Claimant first seeks to amend the claim to assert a cause of action under Labor Law § 200, a provision which codifies the common-law duty of owners and contractors to provide construction workers with a safe workplace (see Comes v New York State Elec. & Gas Corp., 82 NY2d 876, 877 [1993]; Brasch v Yonkers Constr. Co., 306 AD2d 508, 510 [2d Dept 2003]). As noted above, NYSTA does not oppose this part of the motion, nor does it argue it would be [*3]prejudiced by the addition of this cause of action.[FN2] In addition, the cause of action—which is essentially duplicative of claimant's common-law negligence claim—does not appear to be palpably insufficient or patently devoid of merit. Thus, so much of the motion as seeks to amend the claim to raise a Labor Law § 200 cause of action is granted.
Turning to the question of the merits of the proposed Labor Law § 241 (6) cause of action, section 241 (6) imposes "a nondelegable duty of reasonable care upon owners and contractors 'to provide reasonable and adequate protection and safety' to persons employed in, or lawfully frequenting, all areas in which construction, excavation or demolition work is being performed" (Rizzuto v L.A. Wenger Contr. Co., 91 NY2d 343, 348 [1998] [emphasis omitted], quoting Labor Law § 241 [6]). In other words, the statute "imposes liability upon a general contractor for the negligence of a subcontractor, even in the absence of control or supervision of the worksite" (id. [emphasis omitted]). However, to recover under Labor Law § 241 (6), the claimant must establish that his injury was proximately caused by a violation of a specific regulation set forth in the Industrial Code (see Ross v Curtis-Palmer Hydro-Elec. Co., 81 NY2d 494, 502 [1993]; see also Ramirez v Metropolitan Transp. Auth., 106 AD3d 799, 800 [2d Dept 2013]; Hebbard v United Health Servs. Hosps., Inc., 135 AD3d 1150, 1151 [3d Dept 2016]). This predicate regulation must be one which "mandate[s] compliance with concrete specifications" (Misicki v Caradonna, 12 NY3d 511, 515 [2009]). Regulations which merely "declare general safety standards" or "reiterate common-law principles," on the other hand, cannot serve as the basis of a Labor Law § 241 (6) claim (id., citing Ross, 81 NY2d at 504-505).

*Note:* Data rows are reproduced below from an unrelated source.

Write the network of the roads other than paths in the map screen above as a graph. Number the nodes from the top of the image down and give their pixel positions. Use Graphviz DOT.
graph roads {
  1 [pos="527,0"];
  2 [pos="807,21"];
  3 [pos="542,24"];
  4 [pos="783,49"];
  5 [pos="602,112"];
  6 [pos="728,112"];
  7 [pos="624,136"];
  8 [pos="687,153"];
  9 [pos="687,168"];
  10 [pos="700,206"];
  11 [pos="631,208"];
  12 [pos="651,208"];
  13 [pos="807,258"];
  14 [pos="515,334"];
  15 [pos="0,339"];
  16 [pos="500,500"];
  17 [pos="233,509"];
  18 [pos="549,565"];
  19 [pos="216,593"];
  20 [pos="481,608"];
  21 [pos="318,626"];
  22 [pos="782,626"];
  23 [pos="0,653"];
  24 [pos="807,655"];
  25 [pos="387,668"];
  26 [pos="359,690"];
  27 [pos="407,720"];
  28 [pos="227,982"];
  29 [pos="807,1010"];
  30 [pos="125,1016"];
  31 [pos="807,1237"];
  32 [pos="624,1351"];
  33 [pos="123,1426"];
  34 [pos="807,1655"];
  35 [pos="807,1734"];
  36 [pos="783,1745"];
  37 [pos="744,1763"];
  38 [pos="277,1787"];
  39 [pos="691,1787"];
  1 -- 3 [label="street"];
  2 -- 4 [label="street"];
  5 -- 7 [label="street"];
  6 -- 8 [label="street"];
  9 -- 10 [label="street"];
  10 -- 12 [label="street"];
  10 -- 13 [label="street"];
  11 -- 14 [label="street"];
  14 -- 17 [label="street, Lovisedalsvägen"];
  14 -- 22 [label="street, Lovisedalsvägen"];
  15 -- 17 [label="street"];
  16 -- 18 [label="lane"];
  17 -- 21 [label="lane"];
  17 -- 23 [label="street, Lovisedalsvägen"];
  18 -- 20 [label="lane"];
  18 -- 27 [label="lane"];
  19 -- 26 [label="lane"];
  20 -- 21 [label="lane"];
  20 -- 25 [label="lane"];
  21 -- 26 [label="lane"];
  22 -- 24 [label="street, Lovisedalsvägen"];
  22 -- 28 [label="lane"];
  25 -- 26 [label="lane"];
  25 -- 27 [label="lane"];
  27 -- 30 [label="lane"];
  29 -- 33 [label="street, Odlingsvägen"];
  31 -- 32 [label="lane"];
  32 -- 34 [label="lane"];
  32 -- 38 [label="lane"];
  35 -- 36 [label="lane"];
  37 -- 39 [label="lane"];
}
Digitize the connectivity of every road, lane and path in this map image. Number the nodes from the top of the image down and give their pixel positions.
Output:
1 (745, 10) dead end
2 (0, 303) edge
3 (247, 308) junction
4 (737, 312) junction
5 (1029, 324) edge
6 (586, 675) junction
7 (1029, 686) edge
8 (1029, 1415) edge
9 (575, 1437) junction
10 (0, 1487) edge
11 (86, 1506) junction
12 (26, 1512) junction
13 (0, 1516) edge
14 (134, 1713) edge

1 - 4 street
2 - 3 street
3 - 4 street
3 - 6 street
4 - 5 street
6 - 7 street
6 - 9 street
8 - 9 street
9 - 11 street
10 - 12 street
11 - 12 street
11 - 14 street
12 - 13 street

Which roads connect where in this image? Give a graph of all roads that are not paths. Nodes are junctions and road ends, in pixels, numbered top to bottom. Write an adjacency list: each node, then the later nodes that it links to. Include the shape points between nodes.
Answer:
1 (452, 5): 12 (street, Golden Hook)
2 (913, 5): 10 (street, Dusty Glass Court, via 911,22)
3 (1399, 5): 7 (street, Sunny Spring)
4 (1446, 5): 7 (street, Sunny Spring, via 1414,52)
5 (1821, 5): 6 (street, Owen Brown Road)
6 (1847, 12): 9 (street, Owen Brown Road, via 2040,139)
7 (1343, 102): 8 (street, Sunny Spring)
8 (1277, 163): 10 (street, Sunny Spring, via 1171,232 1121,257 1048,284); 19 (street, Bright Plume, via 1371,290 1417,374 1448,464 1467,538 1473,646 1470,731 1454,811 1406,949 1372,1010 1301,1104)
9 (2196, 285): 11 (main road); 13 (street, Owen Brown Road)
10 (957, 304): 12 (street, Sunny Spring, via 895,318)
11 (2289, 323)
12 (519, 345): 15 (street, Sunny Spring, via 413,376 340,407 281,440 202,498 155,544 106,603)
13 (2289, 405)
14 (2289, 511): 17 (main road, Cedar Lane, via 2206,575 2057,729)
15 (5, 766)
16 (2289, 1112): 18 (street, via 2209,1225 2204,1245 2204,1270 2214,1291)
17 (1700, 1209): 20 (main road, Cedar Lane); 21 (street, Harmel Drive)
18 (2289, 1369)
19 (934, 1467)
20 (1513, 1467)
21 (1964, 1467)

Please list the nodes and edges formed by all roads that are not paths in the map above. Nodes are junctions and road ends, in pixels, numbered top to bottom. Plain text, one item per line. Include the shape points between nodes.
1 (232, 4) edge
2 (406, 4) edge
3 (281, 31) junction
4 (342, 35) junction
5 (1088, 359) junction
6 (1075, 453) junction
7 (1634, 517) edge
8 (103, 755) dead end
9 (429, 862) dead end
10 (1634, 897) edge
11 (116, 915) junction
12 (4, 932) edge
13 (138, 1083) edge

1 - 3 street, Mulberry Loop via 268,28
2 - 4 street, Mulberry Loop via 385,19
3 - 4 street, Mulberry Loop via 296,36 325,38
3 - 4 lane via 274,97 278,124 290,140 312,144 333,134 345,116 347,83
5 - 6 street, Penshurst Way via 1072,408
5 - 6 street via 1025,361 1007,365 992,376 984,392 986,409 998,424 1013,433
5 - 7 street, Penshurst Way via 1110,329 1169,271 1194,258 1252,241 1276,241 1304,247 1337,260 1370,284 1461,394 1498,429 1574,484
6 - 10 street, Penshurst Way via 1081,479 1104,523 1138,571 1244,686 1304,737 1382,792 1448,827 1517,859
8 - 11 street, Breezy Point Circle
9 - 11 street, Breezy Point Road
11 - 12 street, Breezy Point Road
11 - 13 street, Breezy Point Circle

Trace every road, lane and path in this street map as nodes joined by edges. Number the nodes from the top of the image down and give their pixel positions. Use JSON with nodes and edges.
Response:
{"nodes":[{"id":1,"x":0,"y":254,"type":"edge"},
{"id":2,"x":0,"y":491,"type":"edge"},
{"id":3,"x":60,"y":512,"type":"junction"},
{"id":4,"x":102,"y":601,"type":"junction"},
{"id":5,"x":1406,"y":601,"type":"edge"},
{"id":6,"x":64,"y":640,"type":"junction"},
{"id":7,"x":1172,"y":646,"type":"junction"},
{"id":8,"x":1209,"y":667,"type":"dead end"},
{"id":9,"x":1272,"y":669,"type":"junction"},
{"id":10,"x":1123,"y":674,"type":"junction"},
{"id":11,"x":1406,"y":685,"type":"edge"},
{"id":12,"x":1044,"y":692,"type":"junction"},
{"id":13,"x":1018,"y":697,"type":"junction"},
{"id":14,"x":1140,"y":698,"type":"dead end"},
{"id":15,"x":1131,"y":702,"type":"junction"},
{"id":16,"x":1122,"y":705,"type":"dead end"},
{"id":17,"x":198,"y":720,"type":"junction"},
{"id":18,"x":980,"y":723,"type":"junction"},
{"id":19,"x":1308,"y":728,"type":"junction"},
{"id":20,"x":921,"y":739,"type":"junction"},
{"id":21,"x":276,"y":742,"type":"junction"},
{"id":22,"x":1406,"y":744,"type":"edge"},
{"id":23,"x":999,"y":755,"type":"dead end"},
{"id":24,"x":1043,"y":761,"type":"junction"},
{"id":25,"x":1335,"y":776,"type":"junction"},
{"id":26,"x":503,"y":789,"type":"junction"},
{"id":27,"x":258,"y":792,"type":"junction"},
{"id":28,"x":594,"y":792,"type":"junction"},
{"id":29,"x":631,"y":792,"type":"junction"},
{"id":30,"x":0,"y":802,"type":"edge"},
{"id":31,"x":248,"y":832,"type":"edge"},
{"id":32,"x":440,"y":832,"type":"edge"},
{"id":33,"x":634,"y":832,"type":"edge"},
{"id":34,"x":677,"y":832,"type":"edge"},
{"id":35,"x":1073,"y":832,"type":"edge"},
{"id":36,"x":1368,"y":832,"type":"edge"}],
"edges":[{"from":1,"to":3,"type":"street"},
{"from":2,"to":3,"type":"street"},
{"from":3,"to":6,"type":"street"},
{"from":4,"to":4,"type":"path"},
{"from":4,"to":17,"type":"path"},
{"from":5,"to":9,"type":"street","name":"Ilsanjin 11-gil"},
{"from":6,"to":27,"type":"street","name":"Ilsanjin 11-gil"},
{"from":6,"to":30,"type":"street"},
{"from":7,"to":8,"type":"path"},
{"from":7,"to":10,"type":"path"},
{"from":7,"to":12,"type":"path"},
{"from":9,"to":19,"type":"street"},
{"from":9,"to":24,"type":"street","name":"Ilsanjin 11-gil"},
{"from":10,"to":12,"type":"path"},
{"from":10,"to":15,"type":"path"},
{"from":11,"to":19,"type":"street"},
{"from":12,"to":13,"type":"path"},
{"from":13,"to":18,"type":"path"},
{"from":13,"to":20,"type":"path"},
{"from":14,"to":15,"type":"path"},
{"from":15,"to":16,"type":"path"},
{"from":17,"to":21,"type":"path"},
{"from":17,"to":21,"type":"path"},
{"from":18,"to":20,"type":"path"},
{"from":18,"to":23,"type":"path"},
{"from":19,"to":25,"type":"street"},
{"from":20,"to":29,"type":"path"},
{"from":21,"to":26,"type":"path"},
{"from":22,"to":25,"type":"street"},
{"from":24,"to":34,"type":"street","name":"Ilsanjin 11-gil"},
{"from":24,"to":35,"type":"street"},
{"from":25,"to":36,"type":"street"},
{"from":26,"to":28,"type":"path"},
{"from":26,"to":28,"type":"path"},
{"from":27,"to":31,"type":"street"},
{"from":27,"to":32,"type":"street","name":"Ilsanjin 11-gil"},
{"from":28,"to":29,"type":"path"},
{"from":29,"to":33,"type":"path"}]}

Here, claimant's proposed cause of action under Labor Law § 241 (6) is predicated upon an alleged violation of 12 NYCRR 23-1.7 (c), an Industrial Code provision entitled "[d]rowning hazards," which states:
Where any person is exposed to the hazard of falling into water beneath [the person's] work location in which [the person] might drown, equipment for the prompt rescue of such person from the water shall be provided. Such equipment shall consist of a manned boat of a size suitable for the existing water conditions and area. Such boat shall be equipped with oars, with United States Coast Guard approved life preservers, with a life ring fastened to a line not less than 50 feet in length and with a boat hook. Such boat shall continuously patrol the area beneath the work location at all times when any person is exposed to the falling and drowning hazard.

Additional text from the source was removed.